EXTRACTED INFORMATION Start Marker

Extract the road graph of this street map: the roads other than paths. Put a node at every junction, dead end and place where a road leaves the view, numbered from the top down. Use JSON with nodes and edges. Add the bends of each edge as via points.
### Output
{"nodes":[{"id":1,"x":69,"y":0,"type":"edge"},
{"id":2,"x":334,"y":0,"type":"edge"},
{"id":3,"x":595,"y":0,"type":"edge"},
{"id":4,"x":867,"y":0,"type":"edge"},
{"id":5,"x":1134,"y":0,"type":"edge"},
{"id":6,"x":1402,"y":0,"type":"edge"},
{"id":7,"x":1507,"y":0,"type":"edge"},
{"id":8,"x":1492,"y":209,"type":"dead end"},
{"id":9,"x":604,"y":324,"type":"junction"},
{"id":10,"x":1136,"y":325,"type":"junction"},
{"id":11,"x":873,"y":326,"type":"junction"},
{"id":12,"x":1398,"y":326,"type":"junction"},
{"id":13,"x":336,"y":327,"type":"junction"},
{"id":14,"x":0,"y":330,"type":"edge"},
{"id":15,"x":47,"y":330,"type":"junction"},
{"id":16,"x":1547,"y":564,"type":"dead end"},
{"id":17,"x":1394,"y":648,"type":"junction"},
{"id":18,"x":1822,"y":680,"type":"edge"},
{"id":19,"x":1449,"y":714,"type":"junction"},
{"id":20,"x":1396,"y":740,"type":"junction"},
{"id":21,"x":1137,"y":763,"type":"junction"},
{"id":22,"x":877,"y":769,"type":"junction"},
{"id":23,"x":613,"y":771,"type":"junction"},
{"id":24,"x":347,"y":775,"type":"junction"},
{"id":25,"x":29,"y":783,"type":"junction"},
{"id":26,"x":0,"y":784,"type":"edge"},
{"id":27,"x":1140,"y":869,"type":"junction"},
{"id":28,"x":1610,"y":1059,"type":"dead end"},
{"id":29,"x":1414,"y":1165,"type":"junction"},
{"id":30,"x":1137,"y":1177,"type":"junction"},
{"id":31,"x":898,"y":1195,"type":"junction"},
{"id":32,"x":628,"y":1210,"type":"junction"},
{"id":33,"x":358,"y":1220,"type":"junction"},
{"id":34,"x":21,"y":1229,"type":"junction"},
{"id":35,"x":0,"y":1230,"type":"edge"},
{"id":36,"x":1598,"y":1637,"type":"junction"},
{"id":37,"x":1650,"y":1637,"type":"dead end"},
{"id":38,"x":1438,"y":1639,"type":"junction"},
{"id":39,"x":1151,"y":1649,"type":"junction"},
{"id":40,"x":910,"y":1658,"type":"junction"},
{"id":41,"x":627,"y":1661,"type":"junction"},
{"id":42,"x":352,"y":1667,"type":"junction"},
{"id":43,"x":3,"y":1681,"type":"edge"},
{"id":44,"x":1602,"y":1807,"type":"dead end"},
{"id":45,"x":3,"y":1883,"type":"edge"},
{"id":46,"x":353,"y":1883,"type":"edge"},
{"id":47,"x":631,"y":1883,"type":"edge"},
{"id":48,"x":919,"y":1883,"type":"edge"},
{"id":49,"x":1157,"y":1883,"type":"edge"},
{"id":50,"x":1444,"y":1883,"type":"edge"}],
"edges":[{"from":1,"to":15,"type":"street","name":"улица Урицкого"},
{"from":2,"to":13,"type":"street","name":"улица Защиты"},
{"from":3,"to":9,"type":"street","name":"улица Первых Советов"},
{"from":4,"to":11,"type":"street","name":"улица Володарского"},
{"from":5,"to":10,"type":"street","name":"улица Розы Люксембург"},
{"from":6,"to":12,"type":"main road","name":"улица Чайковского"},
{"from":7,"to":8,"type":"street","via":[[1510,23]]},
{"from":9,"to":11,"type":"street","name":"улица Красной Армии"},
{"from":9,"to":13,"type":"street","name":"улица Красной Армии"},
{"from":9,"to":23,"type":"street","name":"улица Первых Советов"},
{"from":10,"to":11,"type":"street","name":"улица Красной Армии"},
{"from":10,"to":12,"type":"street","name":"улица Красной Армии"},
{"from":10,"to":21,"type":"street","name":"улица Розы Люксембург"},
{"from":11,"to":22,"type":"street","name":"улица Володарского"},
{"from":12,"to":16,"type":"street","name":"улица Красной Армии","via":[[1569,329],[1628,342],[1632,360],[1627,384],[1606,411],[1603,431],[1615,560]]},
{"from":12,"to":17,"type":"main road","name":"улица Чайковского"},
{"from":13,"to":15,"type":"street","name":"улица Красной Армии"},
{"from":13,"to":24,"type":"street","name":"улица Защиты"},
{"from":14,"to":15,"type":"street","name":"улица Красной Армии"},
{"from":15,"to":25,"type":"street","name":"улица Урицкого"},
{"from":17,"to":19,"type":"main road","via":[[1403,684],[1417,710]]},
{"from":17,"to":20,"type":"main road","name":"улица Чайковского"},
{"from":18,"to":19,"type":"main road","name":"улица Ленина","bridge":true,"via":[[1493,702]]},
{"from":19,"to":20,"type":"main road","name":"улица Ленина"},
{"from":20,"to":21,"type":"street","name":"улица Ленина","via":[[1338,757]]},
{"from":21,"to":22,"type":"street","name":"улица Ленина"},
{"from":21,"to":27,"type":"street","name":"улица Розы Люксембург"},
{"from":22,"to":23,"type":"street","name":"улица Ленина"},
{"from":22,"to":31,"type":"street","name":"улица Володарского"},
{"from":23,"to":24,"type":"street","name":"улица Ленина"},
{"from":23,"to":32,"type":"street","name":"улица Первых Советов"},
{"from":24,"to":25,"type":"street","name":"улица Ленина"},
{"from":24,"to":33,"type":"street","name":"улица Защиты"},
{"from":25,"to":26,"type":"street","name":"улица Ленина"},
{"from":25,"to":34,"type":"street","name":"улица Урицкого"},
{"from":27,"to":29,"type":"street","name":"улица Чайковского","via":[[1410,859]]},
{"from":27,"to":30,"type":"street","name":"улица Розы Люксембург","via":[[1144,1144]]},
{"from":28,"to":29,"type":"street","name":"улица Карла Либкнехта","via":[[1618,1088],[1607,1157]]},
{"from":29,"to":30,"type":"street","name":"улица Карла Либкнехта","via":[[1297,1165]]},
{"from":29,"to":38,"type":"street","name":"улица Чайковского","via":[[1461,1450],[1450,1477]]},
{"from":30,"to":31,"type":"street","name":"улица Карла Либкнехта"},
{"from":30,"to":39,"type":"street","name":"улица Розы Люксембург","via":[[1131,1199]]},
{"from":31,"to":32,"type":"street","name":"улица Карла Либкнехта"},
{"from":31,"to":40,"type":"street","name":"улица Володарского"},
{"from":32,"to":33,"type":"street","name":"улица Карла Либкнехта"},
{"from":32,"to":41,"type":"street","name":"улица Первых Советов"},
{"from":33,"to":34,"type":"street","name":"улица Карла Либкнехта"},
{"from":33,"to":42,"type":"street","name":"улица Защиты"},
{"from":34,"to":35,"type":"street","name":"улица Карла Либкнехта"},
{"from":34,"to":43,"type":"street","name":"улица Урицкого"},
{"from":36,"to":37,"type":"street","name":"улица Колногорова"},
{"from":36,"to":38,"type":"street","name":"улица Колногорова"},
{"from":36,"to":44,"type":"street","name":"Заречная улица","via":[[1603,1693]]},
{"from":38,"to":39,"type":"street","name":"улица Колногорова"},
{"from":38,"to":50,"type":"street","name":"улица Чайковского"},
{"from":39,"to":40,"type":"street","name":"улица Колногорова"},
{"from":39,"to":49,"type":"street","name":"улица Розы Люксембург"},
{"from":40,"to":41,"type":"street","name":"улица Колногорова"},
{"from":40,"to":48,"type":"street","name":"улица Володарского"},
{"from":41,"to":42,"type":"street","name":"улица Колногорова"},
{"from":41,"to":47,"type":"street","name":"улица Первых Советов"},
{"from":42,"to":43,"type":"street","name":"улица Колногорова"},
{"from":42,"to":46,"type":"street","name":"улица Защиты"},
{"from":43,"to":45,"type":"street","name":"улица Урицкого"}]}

EXTRACTED INFORMATION End Marker

ACTIVITY.
Filter the records for lines containing the word "Либкнехта" and copy each one.

ANSWER TO THIS TASK.
{"from":28,"to":29,"type":"street","name":"улица Карла Либкнехта","via":[[1618,1088],[1607,1157]]},
{"from":29,"to":30,"type":"street","name":"улица Карла Либкнехта","via":[[1297,1165]]},
{"from":30,"to":31,"type":"street","name":"улица Карла Либкнехта"},
{"from":31,"to":32,"type":"street","name":"улица Карла Либкнехта"},
{"from":32,"to":33,"type":"street","name":"улица Карла Либкнехта"},
{"from":33,"to":34,"type":"street","name":"улица Карла Либкнехта"},
{"from":34,"to":35,"type":"street","name":"улица Карла Либкнехта"},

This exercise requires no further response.